Além de trazer itens de segurança como adicionalmente mais 2 airbgas de cortina – fora os obrigatórios -, terceiro encosto de cabeça traseiro, bancos esportivos revestidos em couro, acendimento automático de faróis e limpador de para-brisa. Os faróis de neblina são de direcionamento automático em curvas. O sistema multimídia com GPS integrado mantém-se o mesmo, assim como o ar-condicionado com dupla zona de climatização.

A versão avaliada traz de série muitos equipamentos, entre os principais estão ar-condicionado de duas zonas, central multimídia “touch” de sete polegadas com GPS, sensor de estacionamento traseiro, quatro air bags, freios a disco nas quatro rodas com ABS, piloto automático, luzes diurnas em LED e rodas em liga leve de 16 polegadas. Ainda tem alarme, retrovisores elétricos, vidros dianteiros e traseiros elétricos, direção elétrica, faróis de neblina e regulador de velocidade, sensor de estacionamento dianteiro, acendimento automático dos faróis e do limpador do para-brisa, pedaleiras em alumínio, soleiras em aço nas portas, retrovisores e para-choques cromados, controle de estabilidade, assistente de partida em rampa (Hill Assist) e Grip Control.

Sob o capô, o Peugeot 2008 Griffe traz o elástico e potente motor 1.6 turbo flex de até 173 cavalos de potência a 6.000 rpm e 24,5 kgfm de torque a 1.750 (etanol). Essa opção só pode ser acompanhada de um câmbio manual de seis marchas. De acordo com a montadora, ele faz de 0 a 100km/h em 8,1 segundos e atinge a velocidade máxima de 209 km/h, quando abastecido com etanol. O Conjunto mecânico se comporá muito bem no trânsito ou na estrada. As acelerações são lineares, deixam o carro bem à vontade para ultrapassagens e arrancadas radicais, nem parece um pacato crossover. A suspensão é outro ponto forte do 2008, por ser mais baixo que os concorrentes, ele não fica devendo nada em estabilidade. Faz curvas como um sedan e absorve bem os desníveis do asfalto, sem passar os incômodos para a cabine.

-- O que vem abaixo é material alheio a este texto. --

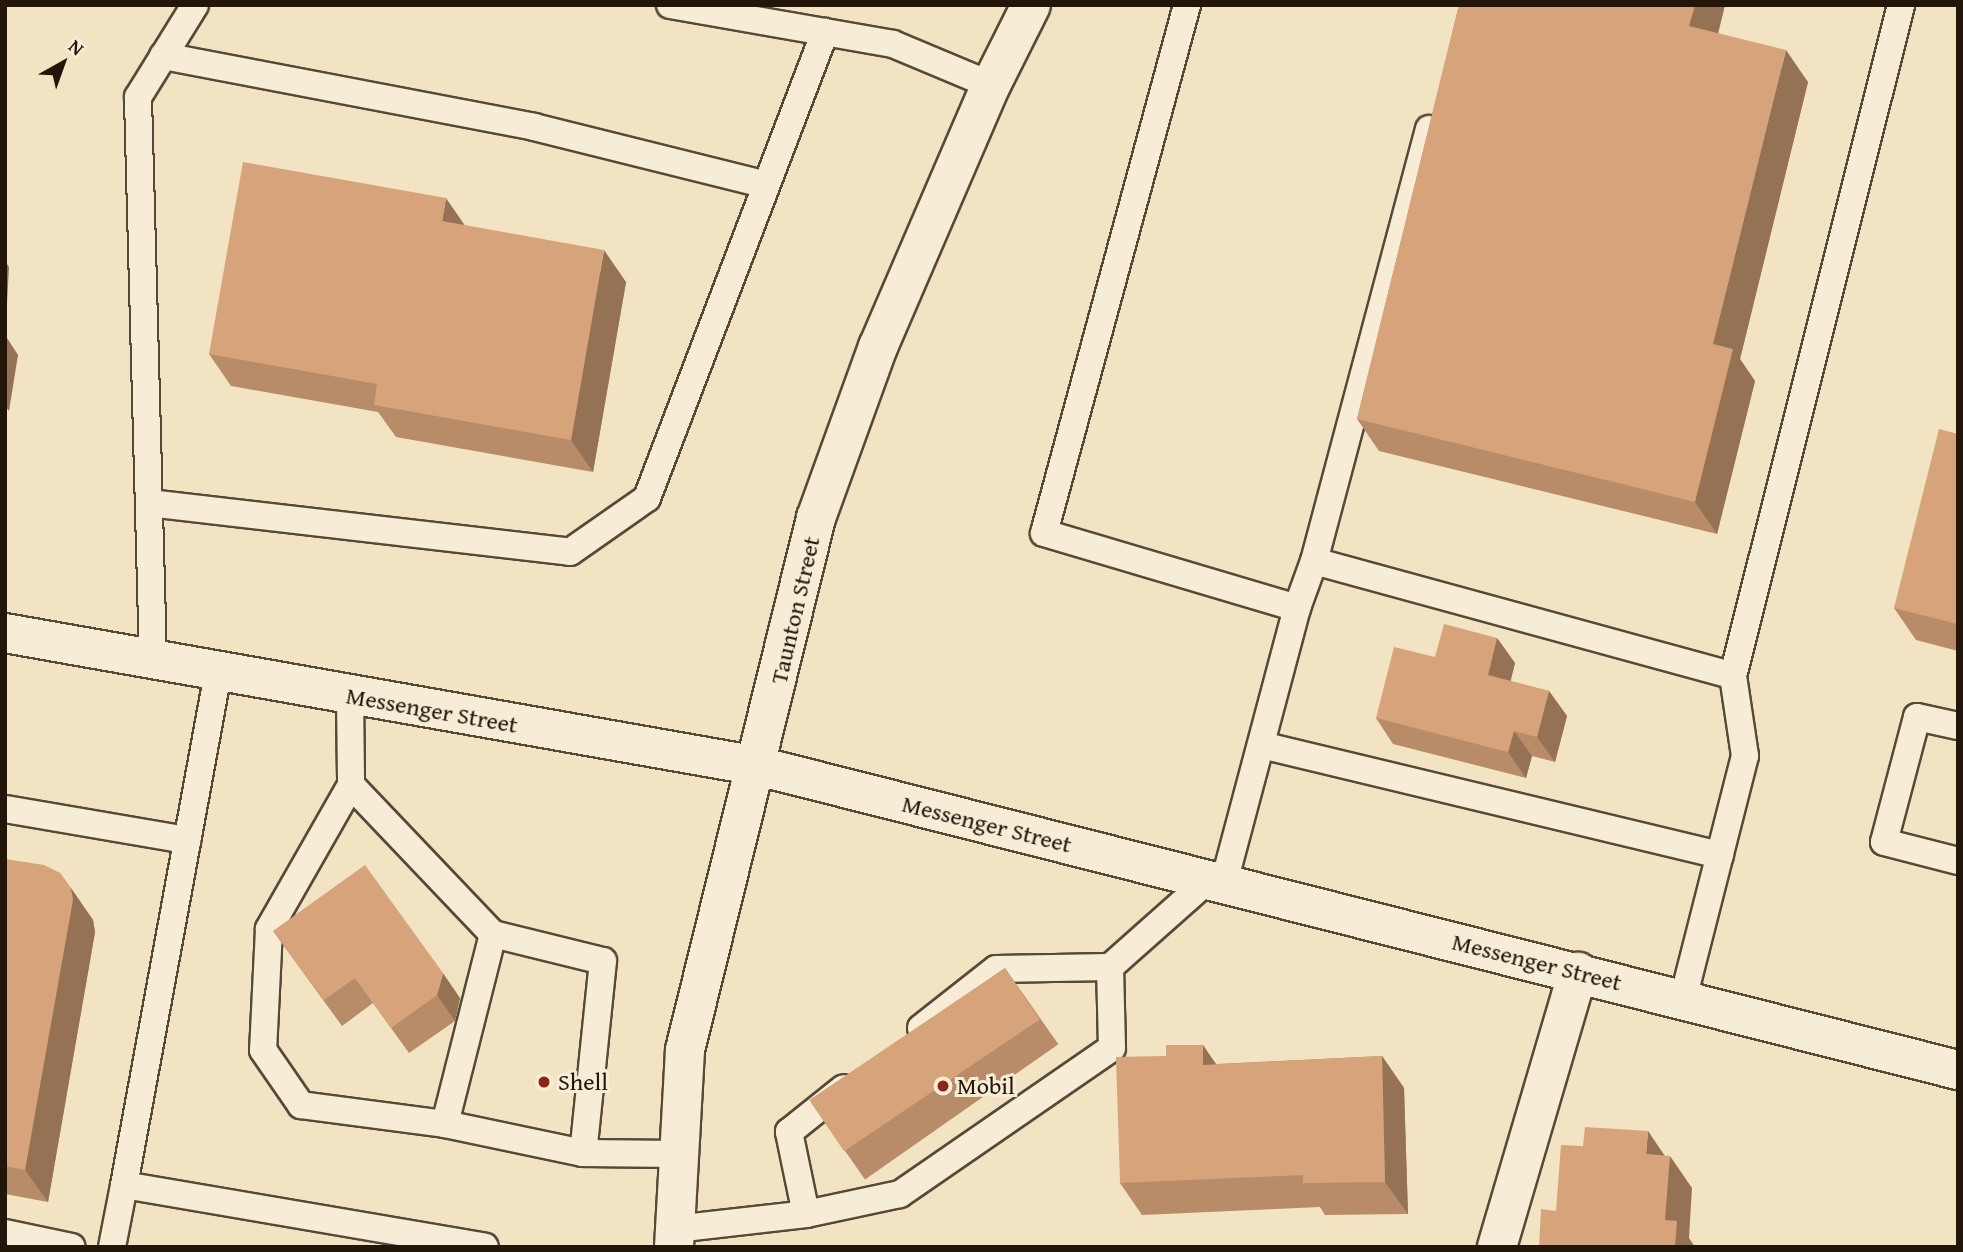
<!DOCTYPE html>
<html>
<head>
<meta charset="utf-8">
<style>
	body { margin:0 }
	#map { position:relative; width:1963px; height:1252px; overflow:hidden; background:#f2e3c2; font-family:"Gentium Book Plus",serif }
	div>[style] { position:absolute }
	.roads { filter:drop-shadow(2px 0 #564938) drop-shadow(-2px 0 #564938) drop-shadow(0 2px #564938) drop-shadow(0 -2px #564938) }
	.lane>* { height:26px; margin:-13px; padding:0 13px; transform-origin:13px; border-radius:13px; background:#f7edd7 }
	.street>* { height:38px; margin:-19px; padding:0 19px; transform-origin:19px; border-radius:19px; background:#f7edd7 }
	.secondary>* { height:38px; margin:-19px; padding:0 19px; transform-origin:19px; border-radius:19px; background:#f7edd7 }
	.wall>* { inset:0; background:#b98c69; transform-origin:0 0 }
	.shaded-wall>* { inset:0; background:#967255 }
	.building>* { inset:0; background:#d7a37a; transform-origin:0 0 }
	.dots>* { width:19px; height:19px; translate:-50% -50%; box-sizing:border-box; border:4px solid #f7edd7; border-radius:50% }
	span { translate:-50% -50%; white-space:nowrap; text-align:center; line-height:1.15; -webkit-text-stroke:6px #f7edd7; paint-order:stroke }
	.street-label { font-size:24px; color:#22160a }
	.poi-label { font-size:24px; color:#22160a }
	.left { translate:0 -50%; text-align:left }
	.frame { position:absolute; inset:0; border:7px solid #22160a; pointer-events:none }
	.north { position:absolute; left:28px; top:28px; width:70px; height:70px; -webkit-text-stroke:5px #f7edd7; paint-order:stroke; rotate:40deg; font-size:19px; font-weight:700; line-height:28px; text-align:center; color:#22160a }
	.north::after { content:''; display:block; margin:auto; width:24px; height:32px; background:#22160a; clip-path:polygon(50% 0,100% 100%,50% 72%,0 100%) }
</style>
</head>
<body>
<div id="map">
	<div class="roads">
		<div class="lane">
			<i style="left:670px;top:5px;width:226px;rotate:9.9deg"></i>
			<i style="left:893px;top:44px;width:106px;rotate:22.7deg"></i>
			<i style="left:1187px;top:5px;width:547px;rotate:105.15deg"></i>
			<i style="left:1044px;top:533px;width:264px;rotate:16.5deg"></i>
			<i style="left:1297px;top:608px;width:285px;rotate:104.9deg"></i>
			<i style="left:163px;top:56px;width:378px;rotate:10.8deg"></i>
			<i style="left:534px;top:127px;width:239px;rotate:14deg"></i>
			<i style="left:1429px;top:129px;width:447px;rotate:104.9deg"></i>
			<i style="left:1314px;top:561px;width:434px;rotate:15.3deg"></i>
			<i style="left:1733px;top:676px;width:692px;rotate:-75.94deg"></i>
			<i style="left:149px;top:503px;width:424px;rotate:6.6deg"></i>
			<i style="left:570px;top:552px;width:94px;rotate:-35deg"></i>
			<i style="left:647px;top:498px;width:499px;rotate:-69.1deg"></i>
			<i style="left:1297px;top:608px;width:50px;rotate:-70.1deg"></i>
			<i style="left:153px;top:660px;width:563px;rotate:-91.53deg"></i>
			<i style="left:138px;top:97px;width:108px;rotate:-58.2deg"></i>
			<i style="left:350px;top:697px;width:88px;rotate:89.3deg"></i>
			<i style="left:351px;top:785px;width:206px;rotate:46.4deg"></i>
			<i style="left:493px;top:934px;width:196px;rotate:104.2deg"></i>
			<i style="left:445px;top:1124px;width:141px;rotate:11.9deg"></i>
			<i style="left:583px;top:1153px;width:96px;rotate:0.6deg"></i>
			<i style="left:1958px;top:726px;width:42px;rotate:-167.6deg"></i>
			<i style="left:1917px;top:717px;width:129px;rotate:104.8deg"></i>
			<i style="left:1884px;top:842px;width:76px;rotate:14.4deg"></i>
			<i style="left:1261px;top:745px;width:472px;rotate:13.5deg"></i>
			<i style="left:351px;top:785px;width:166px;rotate:119.7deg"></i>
			<i style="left:269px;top:929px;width:121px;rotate:92.8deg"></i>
			<i style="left:263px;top:1050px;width:67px;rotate:55.4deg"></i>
			<i style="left:301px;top:1105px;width:145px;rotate:7.5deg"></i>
			<i style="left:5px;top:809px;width:185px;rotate:9.7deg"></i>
			<i style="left:493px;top:934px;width:113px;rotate:13.8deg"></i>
			<i style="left:603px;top:961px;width:193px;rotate:95.9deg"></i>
			<i style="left:1683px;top:999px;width:251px;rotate:-75.7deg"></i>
			<i style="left:1745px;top:756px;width:81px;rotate:-98.5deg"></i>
			<i style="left:921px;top:1028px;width:95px;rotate:-38.2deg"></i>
			<i style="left:996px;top:969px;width:114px;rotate:-1deg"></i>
			<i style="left:1110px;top:967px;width:132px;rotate:-41.6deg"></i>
			<i style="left:124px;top:1185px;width:521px;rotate:-79.6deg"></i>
			<i style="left:806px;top:1214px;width:96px;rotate:-12deg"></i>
			<i style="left:900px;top:1194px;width:257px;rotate:-34.6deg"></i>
			<i style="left:1112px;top:1048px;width:81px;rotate:-91.4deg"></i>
			<i style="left:675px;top:1229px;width:132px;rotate:-6.5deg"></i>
			<i style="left:806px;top:1214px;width:84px;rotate:-101.7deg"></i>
			<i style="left:789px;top:1132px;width:70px;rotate:-38.7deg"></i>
			<i style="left:5px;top:1233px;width:68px;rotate:11.8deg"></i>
			<i style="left:112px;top:1247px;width:63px;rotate:-79deg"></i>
			<i style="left:124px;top:1185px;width:366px;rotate:9.7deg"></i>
		</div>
		<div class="street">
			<i style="left:1497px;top:1247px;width:287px;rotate:-73.6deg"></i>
		</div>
		<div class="secondary">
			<i style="left:5px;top:633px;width:765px;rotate:10.02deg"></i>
			<i style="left:758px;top:766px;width:1238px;rotate:14.22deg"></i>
			<i style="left:674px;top:1247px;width:197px;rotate:-86.8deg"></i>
			<i style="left:685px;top:1050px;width:548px;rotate:-76.17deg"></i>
			<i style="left:816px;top:518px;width:182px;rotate:-70.1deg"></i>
			<i style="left:878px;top:347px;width:285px;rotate:-66.7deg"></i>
			<i style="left:991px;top:85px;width:89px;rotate:-63.4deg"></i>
		</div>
	</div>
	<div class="wall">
		<i style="clip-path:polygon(1459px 5px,1725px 5px,1718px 33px,1808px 82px,1740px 359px,1755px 381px,1717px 534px,1379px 451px,1357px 419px)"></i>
		<i style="clip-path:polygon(465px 226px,626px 282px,593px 472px,396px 437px,378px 412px,231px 386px,209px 354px)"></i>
		<i style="clip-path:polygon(1958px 434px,1958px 651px,1916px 640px,1894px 608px)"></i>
		<i style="clip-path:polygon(1497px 638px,1515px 663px,1510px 681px,1549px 691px,1567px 716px,1555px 762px,1532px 756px,1526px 778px,1393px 744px,1376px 718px)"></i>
		<i style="clip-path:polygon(5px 859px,60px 873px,93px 920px,95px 932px,48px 1202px,5px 1194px)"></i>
		<i style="clip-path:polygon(273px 931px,460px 998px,455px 1021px,409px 1053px,373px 1003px,342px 1026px)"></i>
		<i style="left:1005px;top:968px;width:93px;height:236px;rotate:55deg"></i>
		<i style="clip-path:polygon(1382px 1056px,1404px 1088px,1408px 1214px,1325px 1215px,1320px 1207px,1142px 1215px,1120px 1183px,1216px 1064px)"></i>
	</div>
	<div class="shaded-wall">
		<i style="clip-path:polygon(1695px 5px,1725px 5px,1712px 58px,1689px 26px)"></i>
		<i style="clip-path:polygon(1786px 50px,1808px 82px,1740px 359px,1755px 381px,1717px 534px,1695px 502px,1713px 344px)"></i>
		<i style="clip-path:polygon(446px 198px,468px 230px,442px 221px)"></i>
		<i style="clip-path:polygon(604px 250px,626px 282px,593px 472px,571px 440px)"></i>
		<i style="clip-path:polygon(5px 261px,9px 267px,5px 339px)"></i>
		<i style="clip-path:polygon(7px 338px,18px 355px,9px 411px,5px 406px,5px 346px)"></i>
		<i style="clip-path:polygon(1497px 638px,1515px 663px,1506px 700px,1488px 675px)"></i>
		<i style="clip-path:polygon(1549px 691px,1567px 716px,1555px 762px,1537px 737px)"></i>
		<i style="clip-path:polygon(1514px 731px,1532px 756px,1526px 778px,1508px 752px)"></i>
		<i style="clip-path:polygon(71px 888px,93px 920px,95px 932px,48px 1202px,25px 1170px)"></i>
		<i style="clip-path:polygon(443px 973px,460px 998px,455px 1021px,437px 995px)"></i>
		<i style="clip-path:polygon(1203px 1045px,1225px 1077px,1203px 1065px)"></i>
		<i style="clip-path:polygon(1382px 1056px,1404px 1088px,1408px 1214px,1385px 1182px)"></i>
		<i style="clip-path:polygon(1648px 1131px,1669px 1162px,1670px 1156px,1692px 1188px,1689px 1238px,1695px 1247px,1675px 1247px,1665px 1220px,1646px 1154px)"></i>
	</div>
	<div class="building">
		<i style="clip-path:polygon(1459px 5px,1695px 5px,1689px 26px,1786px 50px,1713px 344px,1733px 349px,1695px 502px,1357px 419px)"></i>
		<i style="clip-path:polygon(243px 162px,446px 198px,442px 221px,604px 250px,571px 440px,374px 405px,377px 384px,209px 354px)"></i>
		<i style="clip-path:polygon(1939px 429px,1958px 434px,1958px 624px,1894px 608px)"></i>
		<i style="clip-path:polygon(1444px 624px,1497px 638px,1488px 675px,1549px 691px,1537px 737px,1514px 731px,1508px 752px,1376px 718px,1394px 647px,1435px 657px)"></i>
		<i style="clip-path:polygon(5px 859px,44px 865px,60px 873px,71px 888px,73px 900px,25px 1170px,5px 1166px)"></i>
		<i style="clip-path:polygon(365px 865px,443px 973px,437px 995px,391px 1028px,355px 978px,324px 1000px,273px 931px)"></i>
		<i style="left:1005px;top:968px;width:62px;height:236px;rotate:56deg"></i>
		<i style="clip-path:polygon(1166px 1045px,1203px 1045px,1203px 1065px,1382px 1056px,1385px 1182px,1303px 1183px,1303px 1175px,1120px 1183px,1116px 1057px,1166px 1056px)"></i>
		<i style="clip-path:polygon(1585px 1127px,1648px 1131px,1646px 1154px,1670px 1156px,1665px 1220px,1677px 1221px,1675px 1247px,1539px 1247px,1541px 1209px,1556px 1211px,1561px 1145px,1583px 1146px)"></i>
	</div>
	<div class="dots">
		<i style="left:544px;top:1082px;background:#8f2418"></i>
		<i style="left:943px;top:1086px;background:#8f2418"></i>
	</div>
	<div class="street-label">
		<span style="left:795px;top:610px;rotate:-77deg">Taunton Street</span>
		<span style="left:432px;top:710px;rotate:10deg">Messenger Street</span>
		<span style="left:987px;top:824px;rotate:14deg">Messenger Street</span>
		<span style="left:1537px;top:962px;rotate:14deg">Messenger Street</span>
	</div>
	<div class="poi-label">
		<span class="left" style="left:558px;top:1082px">Shell</span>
		<span class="left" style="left:957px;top:1086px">Mobil</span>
	</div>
	<div class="frame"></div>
	<div class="north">N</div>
</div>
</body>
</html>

Falando de consumo, o Griffe THP Turbo faz 7,1 Km/l de etanol em cidade, 8,5 Km/l em estrada. Com gasolina chega a 10,7 Km/l em cidade e 12,4 Km/l em estrada. Porém, o que realmente a Peugeot vai ficar devendo para os seus consumidores é versão Griffe 1.6 THP com transmissão automática – modelo que não será lançado, pois segundo a marca, o cofre do motor não comporta a transmissão automática com conversor de torque associada com o motor turbo de origem BMW. Uma pena, pois essa versão seria a mais vendida. Mais eu prefiro o câmbio manual, com ele conseguimos dominar mais o 2008.